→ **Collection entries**
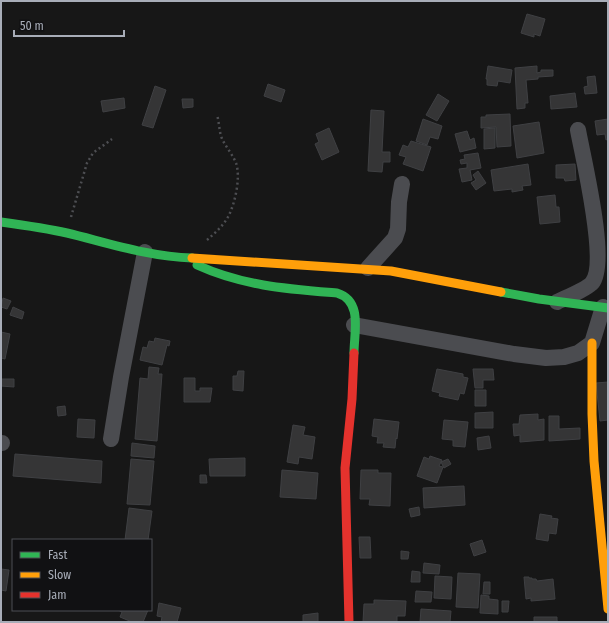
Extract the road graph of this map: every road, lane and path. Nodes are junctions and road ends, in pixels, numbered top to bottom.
1 (217, 115) dead end
2 (578, 130) dead end
3 (112, 139) dead end
4 (402, 184) dead end
5 (1, 222) edge
6 (66, 233) junction
7 (145, 252) junction
8 (186, 258) junction
9 (368, 268) junction
10 (557, 302) junction
11 (605, 307) edge
12 (354, 325) junction
13 (592, 343) junction
14 (111, 439) dead end
15 (608, 609) edge
16 (349, 622) edge

1 - 8 path
2 - 10 street
3 - 6 path
4 - 9 street
5 - 6 street
6 - 7 street
7 - 8 street
7 - 14 street
8 - 9 street
8 - 12 street
9 - 10 street
10 - 11 street
11 - 13 street
12 - 13 street
12 - 16 street
13 - 15 street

→ **Your objective**
Reproduce these records exactly, but not the pictures.

→ **Answer section**
Extract the road graph of this map: every road, lane and path. Nodes are junctions and road ends, in pixels, numbered top to bottom.
1 (217, 115) dead end
2 (578, 130) dead end
3 (112, 139) dead end
4 (402, 184) dead end
5 (1, 222) edge
6 (66, 233) junction
7 (145, 252) junction
8 (186, 258) junction
9 (368, 268) junction
10 (557, 302) junction
11 (605, 307) edge
12 (354, 325) junction
13 (592, 343) junction
14 (111, 439) dead end
15 (608, 609) edge
16 (349, 622) edge

1 - 8 path
2 - 10 street
3 - 6 path
4 - 9 street
5 - 6 street
6 - 7 street
7 - 8 street
7 - 14 street
8 - 9 street
8 - 12 street
9 - 10 street
10 - 11 street
11 - 13 street
12 - 13 street
12 - 16 street
13 - 15 street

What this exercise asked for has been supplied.